Crecí. A los coñazos, pero crecí. Me leí a los 14 y ya no era la yo que dibujaba estrellas en esquinas. Era, esta ocasión, la cuarta vez que me tropezaba con los 17 Aurelianos y las mariposas amarillas. Mi papá murió y una extraña mezcla de dolor y falsa esperanza inundaba las páginas. A veces un rotundo "no" y otras tantas un "quizás" que me llevaban en una montaña rusa con pase ilimitado. Solo yo podía decidir cuando detenerla.
Y me bajé - digo yo- en algún punto. No ha sido definitiva, pero al menos ya no es una vuelta ilimitada.
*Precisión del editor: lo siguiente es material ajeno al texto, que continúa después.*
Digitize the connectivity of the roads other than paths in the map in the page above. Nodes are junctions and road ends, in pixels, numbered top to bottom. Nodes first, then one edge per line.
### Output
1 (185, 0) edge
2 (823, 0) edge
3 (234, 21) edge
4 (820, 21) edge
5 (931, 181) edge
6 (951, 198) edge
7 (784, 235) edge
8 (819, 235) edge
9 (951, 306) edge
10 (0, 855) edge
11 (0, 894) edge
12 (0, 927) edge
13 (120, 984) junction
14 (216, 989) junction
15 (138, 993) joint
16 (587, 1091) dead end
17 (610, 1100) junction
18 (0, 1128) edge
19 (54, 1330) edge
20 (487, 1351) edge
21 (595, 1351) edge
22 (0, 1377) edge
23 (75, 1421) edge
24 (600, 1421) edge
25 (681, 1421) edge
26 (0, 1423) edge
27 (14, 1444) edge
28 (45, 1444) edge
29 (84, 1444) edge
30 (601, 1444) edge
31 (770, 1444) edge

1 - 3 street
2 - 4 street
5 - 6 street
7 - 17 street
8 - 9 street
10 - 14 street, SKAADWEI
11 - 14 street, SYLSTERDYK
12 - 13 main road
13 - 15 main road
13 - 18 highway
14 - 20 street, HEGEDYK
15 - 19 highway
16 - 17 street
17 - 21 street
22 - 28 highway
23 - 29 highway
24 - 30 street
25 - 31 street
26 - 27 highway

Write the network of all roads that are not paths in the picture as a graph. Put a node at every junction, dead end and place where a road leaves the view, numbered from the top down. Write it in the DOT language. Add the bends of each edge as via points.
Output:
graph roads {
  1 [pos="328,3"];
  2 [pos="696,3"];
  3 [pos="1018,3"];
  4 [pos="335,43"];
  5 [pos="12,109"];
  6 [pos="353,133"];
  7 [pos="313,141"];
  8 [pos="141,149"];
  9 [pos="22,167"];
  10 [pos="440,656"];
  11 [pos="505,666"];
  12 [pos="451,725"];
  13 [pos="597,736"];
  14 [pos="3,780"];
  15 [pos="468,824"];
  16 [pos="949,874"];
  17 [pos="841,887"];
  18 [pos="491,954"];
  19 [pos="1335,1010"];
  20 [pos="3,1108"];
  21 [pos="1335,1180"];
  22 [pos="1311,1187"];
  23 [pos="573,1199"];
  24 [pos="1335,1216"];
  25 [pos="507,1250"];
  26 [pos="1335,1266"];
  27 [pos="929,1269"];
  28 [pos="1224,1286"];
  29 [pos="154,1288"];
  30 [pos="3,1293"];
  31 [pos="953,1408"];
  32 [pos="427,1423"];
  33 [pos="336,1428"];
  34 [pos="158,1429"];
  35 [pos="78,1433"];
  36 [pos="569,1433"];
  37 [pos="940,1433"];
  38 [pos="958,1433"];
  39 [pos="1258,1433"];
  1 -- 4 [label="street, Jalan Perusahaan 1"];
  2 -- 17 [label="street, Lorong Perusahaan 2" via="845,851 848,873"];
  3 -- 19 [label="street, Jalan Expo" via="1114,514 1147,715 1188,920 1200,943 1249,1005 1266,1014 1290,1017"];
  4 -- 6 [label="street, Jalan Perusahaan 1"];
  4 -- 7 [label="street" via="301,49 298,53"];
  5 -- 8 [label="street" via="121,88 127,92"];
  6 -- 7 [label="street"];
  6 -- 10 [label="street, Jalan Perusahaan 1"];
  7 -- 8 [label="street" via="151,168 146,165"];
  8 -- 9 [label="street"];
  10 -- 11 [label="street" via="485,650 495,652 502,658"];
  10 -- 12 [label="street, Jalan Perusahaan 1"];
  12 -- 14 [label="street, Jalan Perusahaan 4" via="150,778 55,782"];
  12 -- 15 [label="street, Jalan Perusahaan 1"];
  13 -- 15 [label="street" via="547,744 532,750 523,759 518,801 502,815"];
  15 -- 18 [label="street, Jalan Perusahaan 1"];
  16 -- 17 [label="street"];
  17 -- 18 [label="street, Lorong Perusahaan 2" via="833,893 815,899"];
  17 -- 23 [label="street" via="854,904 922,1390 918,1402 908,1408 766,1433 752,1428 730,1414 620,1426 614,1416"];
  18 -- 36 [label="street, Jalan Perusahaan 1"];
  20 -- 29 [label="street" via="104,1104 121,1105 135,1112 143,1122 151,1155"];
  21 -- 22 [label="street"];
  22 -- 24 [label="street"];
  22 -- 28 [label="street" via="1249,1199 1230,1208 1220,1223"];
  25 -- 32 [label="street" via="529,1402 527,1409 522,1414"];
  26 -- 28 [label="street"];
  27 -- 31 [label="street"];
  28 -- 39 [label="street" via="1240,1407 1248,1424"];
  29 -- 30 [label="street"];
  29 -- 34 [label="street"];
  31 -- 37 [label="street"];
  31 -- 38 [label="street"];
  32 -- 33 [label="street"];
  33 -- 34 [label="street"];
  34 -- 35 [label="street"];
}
Llegaron los 15, esa edad de intermedio, el paso hacia una "verdadera" adolescencia que a muchos termina por frustrar al no ser lo que esperaban o se suponía que debían esperar. Yo no lo hice. Al menos eso escribí. Me dediqué a irme de mi ciudad, a escapar de sus calles húmedas de tristeza y cáos, de alcanzar el primer metro cuando apenas abría el sistema cada día religiosamente a las 5:30 am, de viajes que se acompañaban con las canciones que aún hoy sigo tarareando. Me dediqué a marcharme y a no escribirme más, al menos hasta que fuese -otra vez- inevitable.
Y así me encontré conmigo. Me leí como quien se lee el horóscopo viejo de una revista de sala de espera, sabiendo lo que va a encontrar, con un "me lo imaginaba" en los labios que no alcanzamos a pronunciar. Me leí como si no me conociese, sabiendo que al final del día sería una historia predecible, el "te lo dije" que no me dije cuando pude y hoy puedo dedicarme. La Betania de 21 se reescribe sobre sus viejos pasos, a ver si en un par de años me da por leerme y esta vez, si el destino lo permite, me sorprenda gratamente.